Make no mistake, corporate America wants to eliminate the very idea of ownership for anybody but our corporate masters. It’s the new feudalism.


Give them time. Seriously, though, the article is a parody of similar arguments, using a fairly ridiculous example, but it reflects what is already going on in the real world. Cory has posted in the recent past about this issue in the case of John Deere farm machinery, for example.

Note that in the case of Apple, whose arguments are paraphrased here, the products are actually more expensive than rival products, and the DRM is sold as a feature justifying the higher cost. This isn’t the Gillette razor model.


This headline! We’ve reached Peak Doctorow!


Oh, wait, I know! Because no one in their right mind would buy such a thing, when there are standard dishwashers available that place no such restrictions.

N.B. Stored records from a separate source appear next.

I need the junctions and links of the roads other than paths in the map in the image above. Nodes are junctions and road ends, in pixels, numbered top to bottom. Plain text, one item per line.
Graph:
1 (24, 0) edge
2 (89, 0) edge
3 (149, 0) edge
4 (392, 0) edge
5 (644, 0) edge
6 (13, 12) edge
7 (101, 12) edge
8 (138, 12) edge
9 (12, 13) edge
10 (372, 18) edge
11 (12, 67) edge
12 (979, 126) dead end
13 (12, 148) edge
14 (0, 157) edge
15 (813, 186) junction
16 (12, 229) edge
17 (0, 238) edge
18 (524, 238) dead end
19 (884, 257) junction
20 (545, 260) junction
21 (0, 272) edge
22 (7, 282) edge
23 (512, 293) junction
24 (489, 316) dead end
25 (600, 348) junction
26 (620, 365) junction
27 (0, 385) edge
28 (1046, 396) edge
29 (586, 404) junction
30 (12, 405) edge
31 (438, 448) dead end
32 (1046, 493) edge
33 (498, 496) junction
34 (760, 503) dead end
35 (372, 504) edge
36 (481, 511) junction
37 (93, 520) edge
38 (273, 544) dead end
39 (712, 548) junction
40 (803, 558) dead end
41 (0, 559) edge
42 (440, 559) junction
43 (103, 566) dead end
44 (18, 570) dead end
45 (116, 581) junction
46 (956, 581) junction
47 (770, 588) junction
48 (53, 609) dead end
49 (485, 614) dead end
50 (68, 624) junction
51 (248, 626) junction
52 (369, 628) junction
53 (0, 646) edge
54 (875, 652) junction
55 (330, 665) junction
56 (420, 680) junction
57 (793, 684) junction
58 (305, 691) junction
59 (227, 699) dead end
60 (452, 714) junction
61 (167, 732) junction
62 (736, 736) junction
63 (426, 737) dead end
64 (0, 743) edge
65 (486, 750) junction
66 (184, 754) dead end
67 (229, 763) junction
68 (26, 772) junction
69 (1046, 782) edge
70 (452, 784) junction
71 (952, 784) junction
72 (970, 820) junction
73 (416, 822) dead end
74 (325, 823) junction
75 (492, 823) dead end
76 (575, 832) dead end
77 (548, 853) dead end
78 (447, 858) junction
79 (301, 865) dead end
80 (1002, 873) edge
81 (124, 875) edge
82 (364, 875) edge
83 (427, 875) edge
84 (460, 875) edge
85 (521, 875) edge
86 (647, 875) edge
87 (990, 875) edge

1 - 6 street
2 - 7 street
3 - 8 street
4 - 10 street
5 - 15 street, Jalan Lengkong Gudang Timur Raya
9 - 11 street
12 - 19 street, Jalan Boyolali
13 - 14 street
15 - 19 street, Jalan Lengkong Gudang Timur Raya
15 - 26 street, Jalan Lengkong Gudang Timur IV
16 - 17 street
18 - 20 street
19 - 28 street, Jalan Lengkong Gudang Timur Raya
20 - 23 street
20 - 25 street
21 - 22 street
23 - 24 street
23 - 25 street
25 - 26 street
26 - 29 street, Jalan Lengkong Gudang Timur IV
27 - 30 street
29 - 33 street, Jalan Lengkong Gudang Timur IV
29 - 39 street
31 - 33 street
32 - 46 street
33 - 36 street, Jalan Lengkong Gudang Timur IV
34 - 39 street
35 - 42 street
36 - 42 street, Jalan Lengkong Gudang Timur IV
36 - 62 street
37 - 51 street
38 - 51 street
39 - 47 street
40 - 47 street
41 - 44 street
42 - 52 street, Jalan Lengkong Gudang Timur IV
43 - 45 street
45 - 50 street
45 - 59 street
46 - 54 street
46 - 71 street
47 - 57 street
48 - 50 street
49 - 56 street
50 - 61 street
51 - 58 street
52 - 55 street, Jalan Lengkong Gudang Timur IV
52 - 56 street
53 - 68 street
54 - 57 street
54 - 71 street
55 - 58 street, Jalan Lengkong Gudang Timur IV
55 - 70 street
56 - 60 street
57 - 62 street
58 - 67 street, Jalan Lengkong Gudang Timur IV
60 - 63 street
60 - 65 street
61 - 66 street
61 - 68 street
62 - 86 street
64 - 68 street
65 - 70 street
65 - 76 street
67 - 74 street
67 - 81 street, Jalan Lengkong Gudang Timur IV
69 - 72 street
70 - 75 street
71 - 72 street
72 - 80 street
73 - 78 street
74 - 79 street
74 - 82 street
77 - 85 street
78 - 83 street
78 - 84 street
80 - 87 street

Free markets and consumer choice, how do they fucking work?


I think the worry is that all the dishwasher manufacturers will include DRM in all models. Kind of like how you can’t buy a purely mechanical car anymore.

ETA: I guess this isn’t really about dishwashers, but the point stands. Your IoT refrigerator could reject your groceries. There will be a point when all new refrigerators will be internet-enabled, because that’s too valuable for the manufacturer not to do it.


The problem is that normal market mechanisms are subverted by DMCA 1201.

Here’s an example:

HP sold printers that you could use third-party ink with. Then they pushed out a fake “security update” to tens of millions of users that actually installed code to reject third-party ink and refilled cartridges, but which took six months to kick in.

The customers’ remedies were to buy a different printer (next time) or send a letter of complaint to HP and hope they’d make it right.

In the end, after more than 20,000 complaints, HP shipped a deliberately obscure patch that would undo some of this mischief, but they would not promise not to do it again – only that the next time they did it, they’d be better about “communicating.”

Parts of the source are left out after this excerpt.